Modern Software Tools for Scientific Computing by A. Bruaset
English | Apr 1, 1997 | ISBN: 1461273684 | 385 Pages | PDF | 23 MB

Looking back at the years that have passed since the realization of the very first electronic, multi-purpose computers, one observes a tremendous growth in hardware and software performance.
"MATLAB: A Fundamental Tool for Scientific Computing and Engineering Applications, Volume 3" ed. by Vasilios N. Katsikis

"MATLAB: A Fundamental Tool for Scientific Computing and Engineering Applications, Volume 3" ed. by Vasilios N. Katsikis
InTeOp | 2012 | ISBN: 9535107526 9789535107521 | 498 pages | PDF | 18 MB

This excellent book represents the final part of three-volumes regarding MATLAB-based applications in almost every branch of science.
"MATLAB: A Fundamental Tool for Scientific Computing and Engineering Applications, Volume 2" ed. by Vasilios N. Katsikis

"MATLAB: A Fundamental Tool for Scientific Computing and Engineering Applications, Volume 2" ed. by Vasilios N. Katsikis
InTeOp | 2012 | ISBN: 9535107518 9789535107514 | 322 pages | PDF | 12 MB

This excellent book represents the second part of three-volumes regarding MATLAB-based applications in almost every branch of science.
"MATLAB: A Fundamental Tool for Scientific Computing and Engineering Applications, Volume 1" ed. by Vasilios N. Katsikis

"MATLAB: A Fundamental Tool for Scientific Computing and Engineering Applications, Volume 1" ed. by Vasilios N. Katsikis
InTeOp | 2012 | ISBN: 953510750X 9789535107507 | 533 pages | PDF | 25 MB

This is the first book in a three-volume series deploying MATLAB-based applications in almost every branch of science.
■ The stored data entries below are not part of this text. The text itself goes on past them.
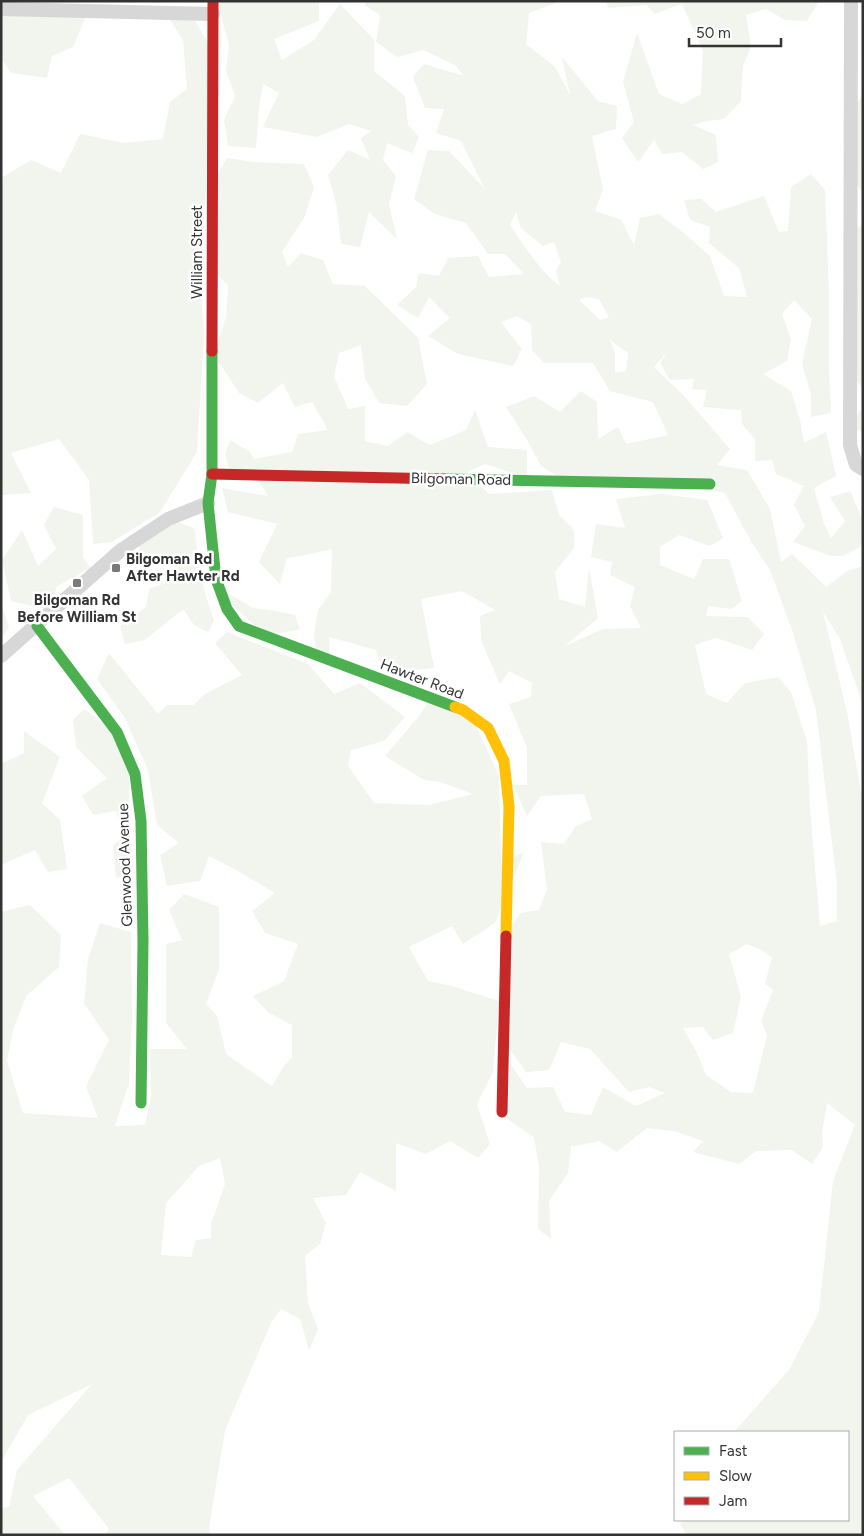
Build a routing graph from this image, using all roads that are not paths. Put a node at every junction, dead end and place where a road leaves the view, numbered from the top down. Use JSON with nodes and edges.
{"nodes":[{"id":1,"x":851,"y":1,"type":"edge"},
{"id":2,"x":213,"y":8,"type":"edge"},
{"id":3,"x":1,"y":9,"type":"edge"},
{"id":4,"x":863,"y":469,"type":"edge"},
{"id":5,"x":212,"y":474,"type":"junction"},
{"id":6,"x":710,"y":484,"type":"dead end"},
{"id":7,"x":208,"y":503,"type":"junction"},
{"id":8,"x":37,"y":626,"type":"junction"},
{"id":9,"x":1,"y":656,"type":"edge"},
{"id":10,"x":141,"y":1103,"type":"dead end"},
{"id":11,"x":502,"y":1112,"type":"dead end"}],
"edges":[{"from":1,"to":4,"type":"street"},
{"from":2,"to":3,"type":"street"},
{"from":2,"to":5,"type":"street","name":"William Street"},
{"from":5,"to":6,"type":"street","name":"Bilgoman Road"},
{"from":5,"to":7,"type":"street","name":"William Street"},
{"from":7,"to":8,"type":"street"},
{"from":7,"to":11,"type":"street","name":"Hawter Road"},
{"from":8,"to":9,"type":"street"},
{"from":8,"to":10,"type":"street","name":"Glenwood Avenue"}]}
This volume, presents interesting topics from different areas of engineering, signal and image processing based on the MATLAB environment.

Mathematical Principles for Scientific Computing and Visualization (Repost)  eBooks & eLearning

Posted by roxul at Jan. 26, 2015
Mathematical Principles for Scientific Computing and Visualization (Repost)

Gerald Farin, Dianne Hansford, "Mathematical Principles for Scientific Computing and Visualization"
English | 2009 | ISBN-10: 156881321X | 280 pages | PDF | 7,4 MB

Modeling with Data: Tools and Techniques for Scientific Computing by Ben Klemens [Repost]  eBooks & eLearning

Posted by tanas.olesya at Sept. 25, 2014
Modeling with Data: Tools and Techniques for Scientific Computing by Ben Klemens [Repost]

Modeling with Data: Tools and Techniques for Scientific Computing by Ben Klemens
Princeton University Press | October 26, 2008 | English | ISBN: 069113314X | 471 pages | PDF | 3 MB

Modeling with Data fully explains how to execute computationally intensive analyses on very large data sets, showing readers how to determine the best methods for solving a variety of different problems, how to create and debug statistical models, and how to run an analysis and evaluate the results.